Accelerating Access for Patients Act of 2022 (HR 6996)

The Accelerating Access for Patients Act of 20225 is the competing bill to the AA Integrity Act. It is similar in that it requires the FDA to establish requirements for confirmatory studies following AA and expedited procedures to withdraw AA if post-marketing requirements are not met or confirmatory studies are not conducted with due diligence. A key difference, however, is that this bill does not include a provision for automatic expiration of AA status or penalties for sponsors (a measure that is perceived to be more favorable to industry).6 In addition, 2 provisions seek to “modernize” the definition of surrogate endpoints and the design of confirmatory clinical trials:5

  • The bill clarifies the type of evidence that can be used to justify a surrogate endpoint and appears to be directed towards identifying surrogate endpoints suitable for supporting AA in neurodegenerative and rare diseases, where AA has previously been controversial.
  • The bill requires that the FDA issue guidance on the “use of novel clinical trial designs that may be used to conduct appropriate post-approval studies,” which may allude to the potential use of real-world evidence in confirmatory trials.
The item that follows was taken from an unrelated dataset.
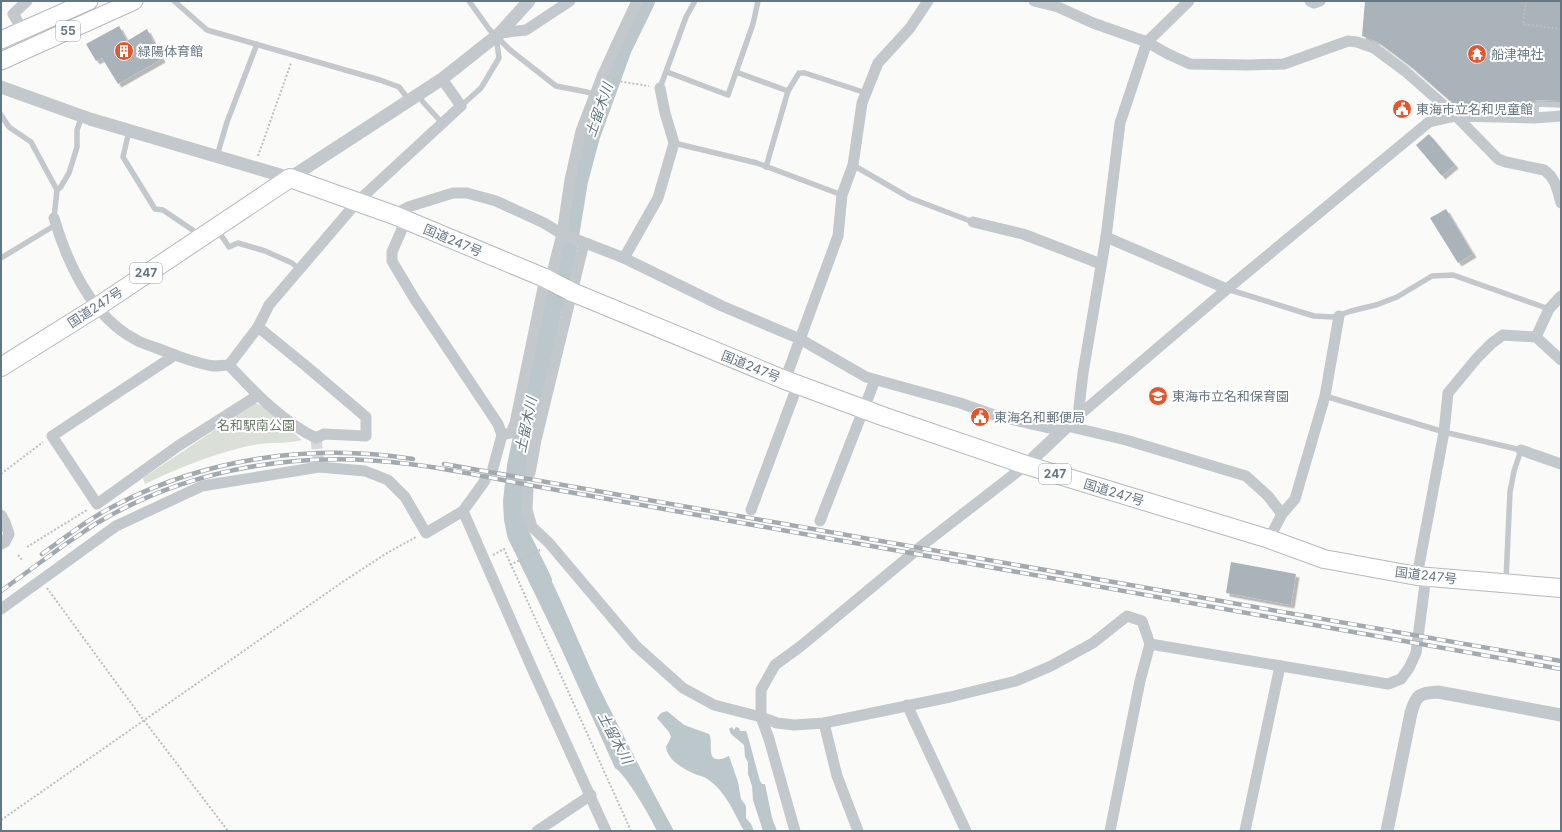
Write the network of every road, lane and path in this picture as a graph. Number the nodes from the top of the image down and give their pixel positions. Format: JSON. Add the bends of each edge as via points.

The Promising Pathway Act (S 1644)

Some legislators have opted to propose an entirely new regulatory framework for AA, rather than incrementally reforming the existing pathway.7 The Promising Pathway Act,8 reintroduced to the Senate in May 2021, would allow for time-limited, “provisional” approvals on the basis of substantial evidence of safety, along with relevant early evidence of efficacy—such as data that could be provided by a phase 1/2 study. Under the act, a provisional approval would be limited to a 2-year period and would include strict requirements for patients receiving provisionally approved drugs to join a patient registry. The act relies heavily on real-world evidence (RWE), which would be collected from patient registry data and submitted in regular reports to the agency. Importantly, the act would require the FDA to accept real-world data and surrogate endpoints as evidence to demonstrate efficacy and convert a provisional approval to a full approval.

Needless to say, regulators have raised some concerns regarding this proposal. The reliance on RWE has been identified as particularly problematic, given that studies have cast doubt on the feasibility of replicating high-quality clinical trial data using RWE.10 It’s unclear if the required patient registries under the act would be sufficient to make rigorous RWE studies feasible. However, this proposal has received vocal support from patient advocacy groups, especially in the ALS community,9 where surrogate endpoints have not been identified and few to no treatment options are available.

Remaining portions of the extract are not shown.